Have you ever thrown your “To Do” list away? Ever hidden it from yourself then decided to take a walk in the woods instead? Ever feel like tossing away your goals for a while, along with social media “shoulds,” so you can do whatever your whims present on any given day?
Okay, I admit it. I’ve been playing hooky from writing, avoiding my keyboard and my novel manuscript for several weeks. The weather’s been gorgeous here during our southern California summer and I’ve been literally craving other activities besides writing. So I said to myself, “Why not?”
Nonetheless, at the start of each week, the negative voices in my head started condemning my lax ways. But finally last week a very positive “AhHa” moment won out. I realized I’d now shifted into a new mode of being this summer. One much more devoid of “have to’s.” This new path has been a little scary, I’ll admit, and it’s created an edge in me along with some fantastic moments of elation. The edge? Well, in the back of my mind I still want to finish my second novel even though I’ve placed it temporarily on hold. Despite that though, I’ve continued to put planning and “shoulds” aside and decided each day to “see what shows up.”
Guess what? In the last six weeks I didn’t die of boredom or feel frantic about what to do next. I simply started moving toward activities I never seem to have time for, things I’ve wanted to do but really didn’t even know it.
As you can see, I resurrected an old hobby, photography, during my morning walks. It’s enhanced my exercise so much and nourishes my soul at the same time! I have no idea where this will lead, but now I have a load of wonderful images to share with others. Who knows? Maybe I’ll link them with many of my poems and. . .Voila! It might become another book!
Another deviation I’ve indulged in is reading biographies. Yes, me. Usually fiction is my perennial pastime, but now I’ve found David McCoullough’s books, JOHN ADAMS, and TRUMAN. To say I’ve become engrossed and fascinated is an understatement.
A lingering desire has always tempted me: to make jewelry. So when, out of the blue, an artist emailed me about her class, I signed up immediately. While selecting beads, colors and charms, I discovered how easy it is to employ the same strategy I use when I write, “Don’t plan very much, just trust in the creative energy within and something magical might happen.” After class I was ecstatic to share the pendant I created–what a joyful lift to my spirits! I definitely plan to go back to design others.
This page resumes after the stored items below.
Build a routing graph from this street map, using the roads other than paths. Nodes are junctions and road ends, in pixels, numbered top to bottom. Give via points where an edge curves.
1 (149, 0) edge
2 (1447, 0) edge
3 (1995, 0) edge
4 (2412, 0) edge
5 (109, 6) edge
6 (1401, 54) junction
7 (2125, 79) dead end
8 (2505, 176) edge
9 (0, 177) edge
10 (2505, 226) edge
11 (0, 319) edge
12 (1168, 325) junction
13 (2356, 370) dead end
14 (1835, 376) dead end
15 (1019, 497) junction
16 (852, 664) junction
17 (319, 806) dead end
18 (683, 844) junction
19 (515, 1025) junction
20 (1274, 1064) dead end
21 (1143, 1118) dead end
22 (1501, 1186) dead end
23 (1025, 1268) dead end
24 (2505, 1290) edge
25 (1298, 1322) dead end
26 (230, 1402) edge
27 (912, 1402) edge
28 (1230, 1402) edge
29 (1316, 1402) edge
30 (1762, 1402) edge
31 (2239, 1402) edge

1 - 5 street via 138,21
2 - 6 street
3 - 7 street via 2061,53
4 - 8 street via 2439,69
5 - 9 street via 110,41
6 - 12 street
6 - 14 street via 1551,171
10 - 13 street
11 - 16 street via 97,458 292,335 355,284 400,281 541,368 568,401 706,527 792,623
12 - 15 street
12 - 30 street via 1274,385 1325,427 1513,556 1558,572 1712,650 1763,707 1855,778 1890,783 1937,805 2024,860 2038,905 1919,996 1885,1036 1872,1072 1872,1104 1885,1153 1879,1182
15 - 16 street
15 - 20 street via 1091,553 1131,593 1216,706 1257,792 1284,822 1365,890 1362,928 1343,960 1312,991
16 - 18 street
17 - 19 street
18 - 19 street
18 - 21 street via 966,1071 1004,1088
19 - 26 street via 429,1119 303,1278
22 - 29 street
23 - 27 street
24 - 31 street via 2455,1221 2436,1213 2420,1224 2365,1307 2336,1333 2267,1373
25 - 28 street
And finally, I listened to that nagging voice inside that kept telling me how drab and outdated our family room looked, along with the discomfort of its sagging cushions. So I set to work shopping (yes, me, who never shops) for new push-button(!) reclining features in a new couch and loveseat. Then I painted the whole room a bright white to create a high contrast color palette, enhancing the many international artifacts my husband and I have accumulated on trips in the past 15 years. I picked out the special ones and placed them around the room. Now memories reverberate whenever we gaze at them.
Yes, I’ve shifted gears and taken a new path this summer, allowing myself to turn away from social media/marketing “have to’s,” article assignments, and from my next novel too. Instead, I’ve enjoyed “going for” whatever I want to do each day and it’s made all the difference as far as inner peace and joy.
And the fun thing is: Now I’m finally writing again and enjoying it!
Have you ever shifted to a different path midstream to give yourself a break? Left some “shoulds” behind? If so, I hope you’ll share your experiences here. I’m very eager to read about them.